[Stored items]
= = =
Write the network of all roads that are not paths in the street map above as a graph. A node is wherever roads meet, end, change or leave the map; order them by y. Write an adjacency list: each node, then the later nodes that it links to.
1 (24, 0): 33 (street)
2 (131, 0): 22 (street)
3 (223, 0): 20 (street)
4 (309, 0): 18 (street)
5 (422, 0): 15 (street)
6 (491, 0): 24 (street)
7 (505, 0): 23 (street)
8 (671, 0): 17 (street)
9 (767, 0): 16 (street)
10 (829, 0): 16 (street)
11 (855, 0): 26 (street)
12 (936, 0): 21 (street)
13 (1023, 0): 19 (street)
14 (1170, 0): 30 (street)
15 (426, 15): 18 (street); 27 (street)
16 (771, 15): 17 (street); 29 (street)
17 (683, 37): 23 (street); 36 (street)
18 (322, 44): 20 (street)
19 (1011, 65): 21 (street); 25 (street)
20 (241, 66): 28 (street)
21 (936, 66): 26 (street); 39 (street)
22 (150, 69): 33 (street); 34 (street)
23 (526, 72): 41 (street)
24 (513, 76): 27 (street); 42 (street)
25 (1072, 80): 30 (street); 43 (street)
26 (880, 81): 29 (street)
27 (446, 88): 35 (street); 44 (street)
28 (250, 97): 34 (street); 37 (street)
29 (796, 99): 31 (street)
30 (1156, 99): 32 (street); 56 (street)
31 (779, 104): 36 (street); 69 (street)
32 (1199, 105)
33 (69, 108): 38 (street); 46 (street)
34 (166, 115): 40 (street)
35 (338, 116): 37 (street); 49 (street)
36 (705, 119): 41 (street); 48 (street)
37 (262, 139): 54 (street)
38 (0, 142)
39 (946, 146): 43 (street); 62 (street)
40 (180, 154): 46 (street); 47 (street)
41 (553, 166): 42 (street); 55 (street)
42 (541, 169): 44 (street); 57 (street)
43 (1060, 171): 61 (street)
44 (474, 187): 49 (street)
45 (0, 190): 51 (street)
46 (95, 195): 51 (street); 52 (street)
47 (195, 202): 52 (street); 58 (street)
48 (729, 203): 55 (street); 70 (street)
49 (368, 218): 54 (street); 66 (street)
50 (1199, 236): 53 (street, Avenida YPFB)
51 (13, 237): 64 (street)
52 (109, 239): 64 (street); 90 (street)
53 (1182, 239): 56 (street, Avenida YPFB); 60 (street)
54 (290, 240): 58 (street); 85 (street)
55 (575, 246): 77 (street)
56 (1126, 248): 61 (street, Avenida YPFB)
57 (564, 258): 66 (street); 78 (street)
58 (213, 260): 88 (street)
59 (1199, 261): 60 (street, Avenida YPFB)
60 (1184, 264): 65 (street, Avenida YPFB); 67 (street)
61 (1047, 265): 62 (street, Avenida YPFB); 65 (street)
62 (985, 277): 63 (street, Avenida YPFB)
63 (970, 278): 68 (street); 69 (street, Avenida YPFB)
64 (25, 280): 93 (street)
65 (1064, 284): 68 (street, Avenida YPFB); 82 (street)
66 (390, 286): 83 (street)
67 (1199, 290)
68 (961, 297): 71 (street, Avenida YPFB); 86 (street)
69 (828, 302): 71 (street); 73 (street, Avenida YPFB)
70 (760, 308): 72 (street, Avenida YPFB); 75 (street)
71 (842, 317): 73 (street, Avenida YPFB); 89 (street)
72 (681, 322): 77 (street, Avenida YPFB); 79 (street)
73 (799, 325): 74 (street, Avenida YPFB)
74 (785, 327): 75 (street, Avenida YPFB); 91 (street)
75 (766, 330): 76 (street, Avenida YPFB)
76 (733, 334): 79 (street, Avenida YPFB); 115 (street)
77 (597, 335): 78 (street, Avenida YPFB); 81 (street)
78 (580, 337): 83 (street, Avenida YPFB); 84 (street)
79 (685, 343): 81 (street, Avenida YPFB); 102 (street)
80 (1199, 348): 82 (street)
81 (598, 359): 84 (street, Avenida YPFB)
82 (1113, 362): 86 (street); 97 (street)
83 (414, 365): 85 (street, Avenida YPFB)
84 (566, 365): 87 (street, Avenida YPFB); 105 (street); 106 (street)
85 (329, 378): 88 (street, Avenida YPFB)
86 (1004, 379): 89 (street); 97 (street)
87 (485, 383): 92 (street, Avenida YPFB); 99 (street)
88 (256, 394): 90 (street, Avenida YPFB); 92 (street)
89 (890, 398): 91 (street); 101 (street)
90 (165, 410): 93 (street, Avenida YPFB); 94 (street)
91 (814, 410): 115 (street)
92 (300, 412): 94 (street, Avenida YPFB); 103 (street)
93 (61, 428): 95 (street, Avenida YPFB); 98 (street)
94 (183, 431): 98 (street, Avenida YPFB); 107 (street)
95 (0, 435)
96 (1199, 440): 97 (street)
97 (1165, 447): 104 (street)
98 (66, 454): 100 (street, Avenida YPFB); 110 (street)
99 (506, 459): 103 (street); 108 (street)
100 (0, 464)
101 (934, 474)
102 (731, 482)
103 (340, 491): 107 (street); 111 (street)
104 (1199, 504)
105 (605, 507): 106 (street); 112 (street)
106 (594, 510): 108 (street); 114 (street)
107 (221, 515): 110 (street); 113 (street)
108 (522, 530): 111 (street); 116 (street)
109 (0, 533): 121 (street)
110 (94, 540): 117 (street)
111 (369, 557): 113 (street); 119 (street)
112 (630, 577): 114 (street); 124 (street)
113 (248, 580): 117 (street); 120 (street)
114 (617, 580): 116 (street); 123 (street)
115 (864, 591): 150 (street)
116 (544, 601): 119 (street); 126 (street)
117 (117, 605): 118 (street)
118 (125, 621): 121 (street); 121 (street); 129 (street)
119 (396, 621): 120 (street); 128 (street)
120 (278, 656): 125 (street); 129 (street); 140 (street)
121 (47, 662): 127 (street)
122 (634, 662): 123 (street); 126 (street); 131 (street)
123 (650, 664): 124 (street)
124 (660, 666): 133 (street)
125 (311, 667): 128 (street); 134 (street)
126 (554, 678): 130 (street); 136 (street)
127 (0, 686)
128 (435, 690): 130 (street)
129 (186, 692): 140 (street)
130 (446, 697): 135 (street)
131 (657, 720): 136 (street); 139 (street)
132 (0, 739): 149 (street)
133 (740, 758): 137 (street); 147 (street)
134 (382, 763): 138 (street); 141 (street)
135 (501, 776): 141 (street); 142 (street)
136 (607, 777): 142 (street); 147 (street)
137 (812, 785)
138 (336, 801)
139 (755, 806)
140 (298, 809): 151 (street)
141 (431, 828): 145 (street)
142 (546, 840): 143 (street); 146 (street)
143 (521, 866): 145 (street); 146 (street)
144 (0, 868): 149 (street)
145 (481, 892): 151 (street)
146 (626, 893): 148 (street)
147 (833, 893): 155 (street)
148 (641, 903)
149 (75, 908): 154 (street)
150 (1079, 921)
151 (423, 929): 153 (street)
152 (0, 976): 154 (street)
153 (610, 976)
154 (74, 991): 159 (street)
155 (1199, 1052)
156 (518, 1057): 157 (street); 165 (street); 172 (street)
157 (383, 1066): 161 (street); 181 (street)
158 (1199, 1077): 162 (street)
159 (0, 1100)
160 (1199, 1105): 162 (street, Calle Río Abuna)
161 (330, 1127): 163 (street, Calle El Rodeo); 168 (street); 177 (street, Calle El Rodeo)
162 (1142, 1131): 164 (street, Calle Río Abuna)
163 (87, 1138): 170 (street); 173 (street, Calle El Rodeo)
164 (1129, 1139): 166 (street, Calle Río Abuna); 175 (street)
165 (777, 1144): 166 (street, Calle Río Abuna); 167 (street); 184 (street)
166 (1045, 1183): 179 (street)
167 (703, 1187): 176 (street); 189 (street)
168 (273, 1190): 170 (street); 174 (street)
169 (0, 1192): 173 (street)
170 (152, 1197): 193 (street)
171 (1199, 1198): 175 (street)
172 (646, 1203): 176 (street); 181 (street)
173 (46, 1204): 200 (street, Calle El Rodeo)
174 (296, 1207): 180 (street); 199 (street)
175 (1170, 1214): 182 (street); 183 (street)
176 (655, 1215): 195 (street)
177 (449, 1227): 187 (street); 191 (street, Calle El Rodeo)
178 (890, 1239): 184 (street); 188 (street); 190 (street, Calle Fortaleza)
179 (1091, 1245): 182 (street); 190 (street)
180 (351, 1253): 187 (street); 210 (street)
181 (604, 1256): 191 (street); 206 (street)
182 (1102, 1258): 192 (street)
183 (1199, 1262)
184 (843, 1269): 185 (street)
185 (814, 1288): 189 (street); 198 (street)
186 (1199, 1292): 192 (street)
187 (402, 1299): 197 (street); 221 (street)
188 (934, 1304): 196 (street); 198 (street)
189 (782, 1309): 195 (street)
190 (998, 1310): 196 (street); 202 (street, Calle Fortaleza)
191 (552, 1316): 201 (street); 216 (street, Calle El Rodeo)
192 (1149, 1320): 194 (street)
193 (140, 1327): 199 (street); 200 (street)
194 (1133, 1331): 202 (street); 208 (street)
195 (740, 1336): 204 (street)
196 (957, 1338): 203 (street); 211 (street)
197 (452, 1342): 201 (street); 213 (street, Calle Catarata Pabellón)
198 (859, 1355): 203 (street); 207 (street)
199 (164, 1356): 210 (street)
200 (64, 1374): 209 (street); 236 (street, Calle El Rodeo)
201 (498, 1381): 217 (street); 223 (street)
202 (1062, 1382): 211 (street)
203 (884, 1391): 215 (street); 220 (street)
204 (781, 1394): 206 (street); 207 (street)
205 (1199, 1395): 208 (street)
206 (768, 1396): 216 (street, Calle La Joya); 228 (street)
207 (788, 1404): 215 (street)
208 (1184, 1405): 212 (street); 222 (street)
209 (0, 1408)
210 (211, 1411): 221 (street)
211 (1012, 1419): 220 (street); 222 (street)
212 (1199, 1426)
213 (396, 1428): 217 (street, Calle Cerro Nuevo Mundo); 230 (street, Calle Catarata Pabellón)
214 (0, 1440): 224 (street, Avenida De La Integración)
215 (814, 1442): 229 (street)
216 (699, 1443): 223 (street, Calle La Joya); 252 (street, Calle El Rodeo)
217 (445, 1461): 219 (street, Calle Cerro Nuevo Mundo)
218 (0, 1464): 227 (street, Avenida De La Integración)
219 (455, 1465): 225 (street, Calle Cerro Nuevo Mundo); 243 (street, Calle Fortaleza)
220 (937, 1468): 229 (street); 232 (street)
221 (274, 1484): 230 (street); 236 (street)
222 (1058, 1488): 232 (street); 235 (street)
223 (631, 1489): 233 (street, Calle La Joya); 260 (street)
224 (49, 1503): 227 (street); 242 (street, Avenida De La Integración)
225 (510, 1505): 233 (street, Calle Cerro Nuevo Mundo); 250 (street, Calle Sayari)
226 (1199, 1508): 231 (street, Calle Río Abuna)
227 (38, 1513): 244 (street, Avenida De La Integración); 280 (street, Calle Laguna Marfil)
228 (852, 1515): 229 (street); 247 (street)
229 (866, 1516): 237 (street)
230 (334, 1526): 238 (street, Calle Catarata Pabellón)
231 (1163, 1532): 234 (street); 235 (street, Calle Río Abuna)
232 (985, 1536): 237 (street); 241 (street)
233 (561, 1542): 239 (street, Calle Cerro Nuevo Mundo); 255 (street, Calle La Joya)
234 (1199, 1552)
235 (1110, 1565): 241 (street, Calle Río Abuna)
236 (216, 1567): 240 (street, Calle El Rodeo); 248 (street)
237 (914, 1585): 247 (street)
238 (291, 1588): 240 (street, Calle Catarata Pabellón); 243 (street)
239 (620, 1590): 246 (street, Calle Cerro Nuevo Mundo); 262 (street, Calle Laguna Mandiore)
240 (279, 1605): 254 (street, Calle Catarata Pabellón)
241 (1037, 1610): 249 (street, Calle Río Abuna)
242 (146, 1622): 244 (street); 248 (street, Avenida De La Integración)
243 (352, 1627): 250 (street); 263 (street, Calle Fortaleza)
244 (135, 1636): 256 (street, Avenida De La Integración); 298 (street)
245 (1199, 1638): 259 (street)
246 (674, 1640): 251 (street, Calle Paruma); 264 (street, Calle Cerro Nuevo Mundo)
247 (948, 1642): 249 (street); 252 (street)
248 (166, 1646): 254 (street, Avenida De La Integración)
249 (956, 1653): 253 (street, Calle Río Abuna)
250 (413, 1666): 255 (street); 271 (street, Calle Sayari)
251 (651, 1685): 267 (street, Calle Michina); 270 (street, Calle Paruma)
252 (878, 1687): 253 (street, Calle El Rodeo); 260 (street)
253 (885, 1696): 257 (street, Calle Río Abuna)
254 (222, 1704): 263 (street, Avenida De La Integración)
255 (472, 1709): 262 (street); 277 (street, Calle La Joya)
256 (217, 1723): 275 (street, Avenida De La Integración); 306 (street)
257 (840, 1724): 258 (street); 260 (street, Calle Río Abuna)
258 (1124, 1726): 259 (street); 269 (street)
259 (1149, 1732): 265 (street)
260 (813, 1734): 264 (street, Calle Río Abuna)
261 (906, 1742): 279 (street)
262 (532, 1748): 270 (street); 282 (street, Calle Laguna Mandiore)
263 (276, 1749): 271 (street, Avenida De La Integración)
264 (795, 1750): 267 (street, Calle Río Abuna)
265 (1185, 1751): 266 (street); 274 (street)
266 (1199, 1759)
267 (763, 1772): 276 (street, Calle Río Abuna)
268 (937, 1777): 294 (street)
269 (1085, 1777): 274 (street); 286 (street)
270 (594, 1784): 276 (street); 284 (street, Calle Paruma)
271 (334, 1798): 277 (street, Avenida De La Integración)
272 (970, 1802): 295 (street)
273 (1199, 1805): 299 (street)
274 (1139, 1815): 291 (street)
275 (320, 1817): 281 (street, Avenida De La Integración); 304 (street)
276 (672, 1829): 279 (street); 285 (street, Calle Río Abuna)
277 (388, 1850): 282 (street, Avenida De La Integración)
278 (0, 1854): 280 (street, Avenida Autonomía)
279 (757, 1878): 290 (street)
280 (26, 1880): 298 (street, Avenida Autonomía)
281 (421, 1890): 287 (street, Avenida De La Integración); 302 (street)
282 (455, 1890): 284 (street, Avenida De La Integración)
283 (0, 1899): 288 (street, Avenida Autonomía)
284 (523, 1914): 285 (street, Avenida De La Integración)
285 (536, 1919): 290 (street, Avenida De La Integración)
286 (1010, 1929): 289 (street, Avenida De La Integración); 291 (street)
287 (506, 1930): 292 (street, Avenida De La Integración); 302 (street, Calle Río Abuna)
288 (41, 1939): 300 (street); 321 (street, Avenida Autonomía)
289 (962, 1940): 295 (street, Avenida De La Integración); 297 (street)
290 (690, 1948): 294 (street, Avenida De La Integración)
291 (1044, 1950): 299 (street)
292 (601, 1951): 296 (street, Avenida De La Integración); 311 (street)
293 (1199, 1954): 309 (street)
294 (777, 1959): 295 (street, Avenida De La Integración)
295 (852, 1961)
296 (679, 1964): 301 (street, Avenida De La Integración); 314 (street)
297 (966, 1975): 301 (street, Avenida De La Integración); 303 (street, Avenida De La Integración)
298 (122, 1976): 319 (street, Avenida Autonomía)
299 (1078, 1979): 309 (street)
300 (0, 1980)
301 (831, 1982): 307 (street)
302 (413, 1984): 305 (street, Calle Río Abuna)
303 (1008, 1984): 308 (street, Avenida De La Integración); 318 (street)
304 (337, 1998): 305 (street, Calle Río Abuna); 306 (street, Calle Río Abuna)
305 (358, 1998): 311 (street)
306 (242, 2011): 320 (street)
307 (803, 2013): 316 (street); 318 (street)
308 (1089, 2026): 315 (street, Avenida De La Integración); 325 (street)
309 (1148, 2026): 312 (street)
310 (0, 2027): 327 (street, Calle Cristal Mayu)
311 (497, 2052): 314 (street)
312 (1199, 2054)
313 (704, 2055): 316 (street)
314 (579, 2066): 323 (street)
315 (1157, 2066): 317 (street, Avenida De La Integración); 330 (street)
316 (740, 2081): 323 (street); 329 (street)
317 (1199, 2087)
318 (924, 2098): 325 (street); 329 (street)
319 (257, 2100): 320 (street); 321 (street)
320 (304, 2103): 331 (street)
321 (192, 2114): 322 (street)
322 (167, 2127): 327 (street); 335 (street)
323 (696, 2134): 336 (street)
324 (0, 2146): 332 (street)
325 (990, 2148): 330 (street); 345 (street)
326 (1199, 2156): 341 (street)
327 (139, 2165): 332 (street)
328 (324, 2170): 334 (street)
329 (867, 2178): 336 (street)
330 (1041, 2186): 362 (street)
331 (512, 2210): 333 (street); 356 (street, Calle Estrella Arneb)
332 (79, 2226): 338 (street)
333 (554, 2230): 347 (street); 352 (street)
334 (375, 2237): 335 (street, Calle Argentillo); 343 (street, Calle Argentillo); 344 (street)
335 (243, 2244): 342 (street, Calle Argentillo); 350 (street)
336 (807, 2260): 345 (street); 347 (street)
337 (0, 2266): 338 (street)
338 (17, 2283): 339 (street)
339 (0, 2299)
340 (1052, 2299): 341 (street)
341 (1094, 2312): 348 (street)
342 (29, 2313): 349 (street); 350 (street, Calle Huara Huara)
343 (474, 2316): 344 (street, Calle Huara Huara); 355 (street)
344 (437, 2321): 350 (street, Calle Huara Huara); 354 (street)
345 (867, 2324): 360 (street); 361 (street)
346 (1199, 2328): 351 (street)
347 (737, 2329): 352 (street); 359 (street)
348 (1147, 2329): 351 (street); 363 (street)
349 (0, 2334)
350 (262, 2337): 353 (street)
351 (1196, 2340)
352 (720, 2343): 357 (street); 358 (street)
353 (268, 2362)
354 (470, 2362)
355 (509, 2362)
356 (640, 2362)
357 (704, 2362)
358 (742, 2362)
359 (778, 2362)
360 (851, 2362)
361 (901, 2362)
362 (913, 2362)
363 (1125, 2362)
= = =
**Exercise objective**
Within the data, how many lines hold the word "Paruma"? State only that number.

**Answer to this problem**
3